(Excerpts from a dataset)

□ □ □

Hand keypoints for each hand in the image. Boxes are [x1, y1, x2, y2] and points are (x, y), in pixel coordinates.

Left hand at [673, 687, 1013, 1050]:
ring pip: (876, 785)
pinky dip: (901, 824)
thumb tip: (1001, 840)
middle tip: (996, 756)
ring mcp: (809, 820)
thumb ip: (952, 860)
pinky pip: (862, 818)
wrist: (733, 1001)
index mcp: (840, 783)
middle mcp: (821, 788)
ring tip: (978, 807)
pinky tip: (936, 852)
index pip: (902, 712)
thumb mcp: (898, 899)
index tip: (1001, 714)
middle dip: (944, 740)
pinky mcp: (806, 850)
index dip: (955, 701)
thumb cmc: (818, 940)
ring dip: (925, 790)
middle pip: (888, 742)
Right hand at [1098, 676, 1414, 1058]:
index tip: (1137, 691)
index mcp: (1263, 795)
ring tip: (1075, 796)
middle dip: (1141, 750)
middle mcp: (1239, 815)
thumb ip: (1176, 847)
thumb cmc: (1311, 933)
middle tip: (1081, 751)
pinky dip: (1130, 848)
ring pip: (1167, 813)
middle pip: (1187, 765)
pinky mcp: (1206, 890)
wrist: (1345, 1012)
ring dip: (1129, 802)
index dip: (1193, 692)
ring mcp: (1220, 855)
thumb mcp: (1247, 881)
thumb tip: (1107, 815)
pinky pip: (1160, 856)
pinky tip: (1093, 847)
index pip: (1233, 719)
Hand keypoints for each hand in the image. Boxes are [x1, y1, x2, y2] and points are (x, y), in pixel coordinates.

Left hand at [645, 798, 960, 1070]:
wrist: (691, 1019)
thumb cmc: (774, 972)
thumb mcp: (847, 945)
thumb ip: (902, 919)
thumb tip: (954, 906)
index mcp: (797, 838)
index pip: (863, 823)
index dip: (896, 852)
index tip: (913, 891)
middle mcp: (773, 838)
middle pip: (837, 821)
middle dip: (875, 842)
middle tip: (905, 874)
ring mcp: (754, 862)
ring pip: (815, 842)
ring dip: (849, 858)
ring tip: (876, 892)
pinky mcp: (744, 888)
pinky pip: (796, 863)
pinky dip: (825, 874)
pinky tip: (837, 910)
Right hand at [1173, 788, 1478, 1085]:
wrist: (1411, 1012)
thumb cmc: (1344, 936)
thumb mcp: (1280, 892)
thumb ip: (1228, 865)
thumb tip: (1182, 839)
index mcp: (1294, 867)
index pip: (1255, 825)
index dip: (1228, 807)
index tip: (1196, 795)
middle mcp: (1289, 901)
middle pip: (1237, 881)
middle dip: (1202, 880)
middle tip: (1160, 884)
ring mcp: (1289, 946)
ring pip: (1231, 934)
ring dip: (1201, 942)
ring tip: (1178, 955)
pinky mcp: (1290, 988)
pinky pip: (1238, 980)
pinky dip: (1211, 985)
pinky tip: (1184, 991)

□ □ □

* Exercise brief: Write out all the records again, exactly as they appear.

* Task solution:
Hand keypoints for each hand in the image. Boxes are [x1, y1, x2, y2] and points are (x, y), in pixel coordinates.

Left hand at [673, 687, 1013, 1050]:
ring pip: (876, 785)
pinky dip: (901, 824)
thumb tip: (1001, 840)
middle tip: (996, 756)
ring mcp: (809, 820)
thumb ip: (952, 860)
pinky pip: (862, 818)
wrist: (733, 1001)
index mcp: (840, 783)
middle mcp: (821, 788)
ring tip: (978, 807)
pinky tip: (936, 852)
index pip: (902, 712)
thumb mcp: (898, 899)
index tip: (1001, 714)
middle dip: (944, 740)
pinky mcp: (806, 850)
index dip: (955, 701)
thumb cmc: (818, 940)
ring dip: (925, 790)
middle pip: (888, 742)
Right hand at [1098, 676, 1414, 1058]:
index tip: (1137, 691)
index mcp: (1263, 795)
ring tip: (1075, 796)
middle dip: (1141, 750)
middle mcp: (1239, 815)
thumb ip: (1176, 847)
thumb cmc: (1311, 933)
middle tip: (1081, 751)
pinky dip: (1130, 848)
ring pip: (1167, 813)
middle pip: (1187, 765)
pinky mcp: (1206, 890)
wrist: (1345, 1012)
ring dip: (1129, 802)
index dip: (1193, 692)
ring mcp: (1220, 855)
thumb mcp: (1247, 881)
thumb tip: (1107, 815)
pinky pip: (1160, 856)
pinky tip: (1093, 847)
index pip: (1233, 719)
Hand keypoints for each hand in the image. Boxes are [x1, y1, x2, y2] and points are (x, y), in pixel coordinates.

Left hand at [645, 798, 960, 1070]:
wrist: (691, 1019)
thumb cmc: (774, 972)
thumb mcp: (847, 945)
thumb ip: (902, 919)
thumb tip: (954, 906)
index mcp: (797, 838)
index pip: (863, 823)
index dip: (896, 852)
index tip: (913, 891)
middle mcp: (773, 838)
middle pip: (837, 821)
middle dip: (875, 842)
middle tip: (905, 874)
ring mcp: (754, 862)
ring pip: (815, 842)
ring dip: (849, 858)
ring tip: (876, 892)
pinky mcp: (744, 888)
pinky pip: (796, 863)
pinky dip: (825, 874)
pinky tip: (837, 910)
Right hand at [1173, 788, 1478, 1085]:
wrist: (1411, 1012)
thumb cmc: (1344, 936)
thumb mcp: (1280, 892)
thumb ip: (1228, 865)
thumb tip: (1182, 839)
index mcp: (1294, 867)
index pip: (1255, 825)
index dip: (1228, 807)
index tip: (1196, 795)
middle mcp: (1289, 901)
middle pip: (1237, 881)
middle dip: (1202, 880)
middle tip: (1160, 884)
ring mcp: (1289, 946)
ring pip: (1231, 934)
ring dip: (1201, 942)
ring tip: (1178, 955)
pinky mcp: (1290, 988)
pinky pip: (1238, 980)
pinky dip: (1211, 985)
pinky tip: (1184, 991)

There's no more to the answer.